L'évaluation d'août de Whitehouse-Levine est intervenue alors que les traders de Polymarket plaçaient la probabilité d'une promulgation en 2026 à environ 20 %, avec plus de 7,2 millions de dollars pariés sur le contrat à ce moment-là. Le marché est depuis tombé à environ 17 %, selon la plateforme de prédiction, bien que ses prix représentent les positions des traders plutôt qu'une prévision législative formelle.

Un contrat Polymarket distinct place les chances des démocrates de remporter la Chambre à environ 90 % et leurs chances de prendre le Sénat à environ 52 %. Les probabilités des marchés de prédiction peuvent changer à mesure que les traders réagissent aux sondages, aux développements de campagne et à l'action du Congrès.

Si le projet de loi reste inachevé à la fin de la session actuelle du Congrès, les législateurs devront recommencer le processus lors de la prochaine session. Une session de canard boiteux après les élections pourrait offrir une autre opportunité, mais le résultat des élections de mi-mandat pourrait affecter la décision des chefs de parti d'accorder du temps à la mesure en séance plénière.

La SEC poursuit une autre réglementation sur les crypto-monnaies

Le président de la SEC, Paul Atkins, est resté optimiste quant au processus au Sénat malgré le calendrier limité. Dans une récente déclaration publique, Atkins a déclaré qu'il espérait que la chambre ferait avancer la législation dans un délai de deux semaines.
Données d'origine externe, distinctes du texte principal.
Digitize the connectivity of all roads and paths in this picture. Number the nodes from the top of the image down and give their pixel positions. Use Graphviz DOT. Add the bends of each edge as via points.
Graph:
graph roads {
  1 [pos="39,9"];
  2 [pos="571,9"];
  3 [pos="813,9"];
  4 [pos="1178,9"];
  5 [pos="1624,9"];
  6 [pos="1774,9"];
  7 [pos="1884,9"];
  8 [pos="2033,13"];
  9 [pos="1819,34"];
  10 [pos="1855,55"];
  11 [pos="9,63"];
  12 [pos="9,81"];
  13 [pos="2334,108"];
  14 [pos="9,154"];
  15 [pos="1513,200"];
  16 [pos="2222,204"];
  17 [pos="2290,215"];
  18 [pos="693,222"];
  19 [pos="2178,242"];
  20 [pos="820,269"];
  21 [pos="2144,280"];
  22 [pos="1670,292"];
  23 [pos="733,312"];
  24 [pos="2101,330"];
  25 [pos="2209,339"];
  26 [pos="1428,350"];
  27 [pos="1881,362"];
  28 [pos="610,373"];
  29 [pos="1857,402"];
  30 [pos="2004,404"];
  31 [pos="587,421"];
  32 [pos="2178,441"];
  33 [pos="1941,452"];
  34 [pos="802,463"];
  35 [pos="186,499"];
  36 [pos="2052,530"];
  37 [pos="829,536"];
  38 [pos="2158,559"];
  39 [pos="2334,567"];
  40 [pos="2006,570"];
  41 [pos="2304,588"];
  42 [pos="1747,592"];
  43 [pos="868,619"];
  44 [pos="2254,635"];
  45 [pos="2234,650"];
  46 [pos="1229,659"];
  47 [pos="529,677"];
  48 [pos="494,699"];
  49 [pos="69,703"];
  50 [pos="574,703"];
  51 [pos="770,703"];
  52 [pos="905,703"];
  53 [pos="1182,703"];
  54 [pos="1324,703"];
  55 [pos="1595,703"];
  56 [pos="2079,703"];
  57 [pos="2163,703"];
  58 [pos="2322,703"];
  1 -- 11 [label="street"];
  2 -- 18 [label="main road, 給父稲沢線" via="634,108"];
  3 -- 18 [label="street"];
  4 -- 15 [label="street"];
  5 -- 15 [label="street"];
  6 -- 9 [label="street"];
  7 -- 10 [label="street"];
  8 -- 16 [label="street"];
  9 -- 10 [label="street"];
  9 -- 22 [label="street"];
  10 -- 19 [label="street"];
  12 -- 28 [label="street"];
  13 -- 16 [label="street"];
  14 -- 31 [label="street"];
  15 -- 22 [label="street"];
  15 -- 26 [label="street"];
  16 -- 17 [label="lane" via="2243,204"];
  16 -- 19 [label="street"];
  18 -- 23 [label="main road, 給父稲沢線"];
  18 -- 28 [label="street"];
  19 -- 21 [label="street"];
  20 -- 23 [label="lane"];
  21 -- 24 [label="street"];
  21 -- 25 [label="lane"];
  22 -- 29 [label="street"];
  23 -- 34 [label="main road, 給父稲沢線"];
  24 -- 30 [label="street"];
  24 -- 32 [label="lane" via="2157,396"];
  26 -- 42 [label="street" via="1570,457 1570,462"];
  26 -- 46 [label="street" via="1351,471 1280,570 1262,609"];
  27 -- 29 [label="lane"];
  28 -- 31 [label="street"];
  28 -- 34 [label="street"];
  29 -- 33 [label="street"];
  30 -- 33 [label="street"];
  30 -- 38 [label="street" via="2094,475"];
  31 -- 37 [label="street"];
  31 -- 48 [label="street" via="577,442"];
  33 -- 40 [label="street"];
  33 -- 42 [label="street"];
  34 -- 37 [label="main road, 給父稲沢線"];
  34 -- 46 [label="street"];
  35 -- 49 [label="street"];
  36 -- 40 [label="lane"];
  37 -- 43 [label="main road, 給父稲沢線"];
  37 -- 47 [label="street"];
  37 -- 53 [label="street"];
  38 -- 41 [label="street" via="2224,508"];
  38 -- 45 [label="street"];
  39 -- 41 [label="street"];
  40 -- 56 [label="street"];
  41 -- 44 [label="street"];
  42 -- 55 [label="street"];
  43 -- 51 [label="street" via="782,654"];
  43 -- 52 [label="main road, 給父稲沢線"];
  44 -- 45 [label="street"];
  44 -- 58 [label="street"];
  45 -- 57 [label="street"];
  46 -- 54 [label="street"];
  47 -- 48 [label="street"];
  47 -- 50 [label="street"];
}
Comme rapporté le 2 septembre, Atkins a décrit le projet de loi comme faisant partie d'un effort pour établir des règles statutaires pour le marché américain des crypto-monnaies. Le Congrès, cependant, devrait encore franchir chaque étape procédurale avant que Trump puisse le signer.

La SEC a également commencé à travailler sur des règles qui ne dépendent pas de l'adoption de la loi CLARITY. En août, l'agence a proposé le règlement sur les actifs cryptographiques, un cadre de 402 pages couvrant les offres de jetons et les contrats d'investissement qualifiés.

Le cadre proposé par la SEC comprend deux exemptions de collecte de fonds. L'une permettrait aux émetteurs éligibles de lever jusqu'à 5 millions de dollars sur 12 mois, tandis qu'une autre permettrait des offres allant jusqu'à 75 millions de dollars sous réserve d'exigences supplémentaires de divulgation et de protection des investisseurs.

Le règlement sur les actifs cryptographiques propose également un port sûr dans le cadre duquel les jetons qualifiés pourraient cesser d'être traités comme des contrats d'investissement après avoir satisfait aux conditions de décentralisation et de divulgation. Étant donné que la proposition reste soumise à des commentaires publics et à des révisions possibles, elle n'a pas créé d'exemption définitive pour les émetteurs.

La commission prépare séparément des orientations connues sous le nom d'exemption d'innovation pour les titres tokenisés. Atkins a déclaré que la mesure pourrait donner aux entreprises une voie réglementée pour tester des produits financiers basés sur la blockchain, bien que les actions et obligations tokenisées restent soumises aux lois fédérales sur les valeurs mobilières.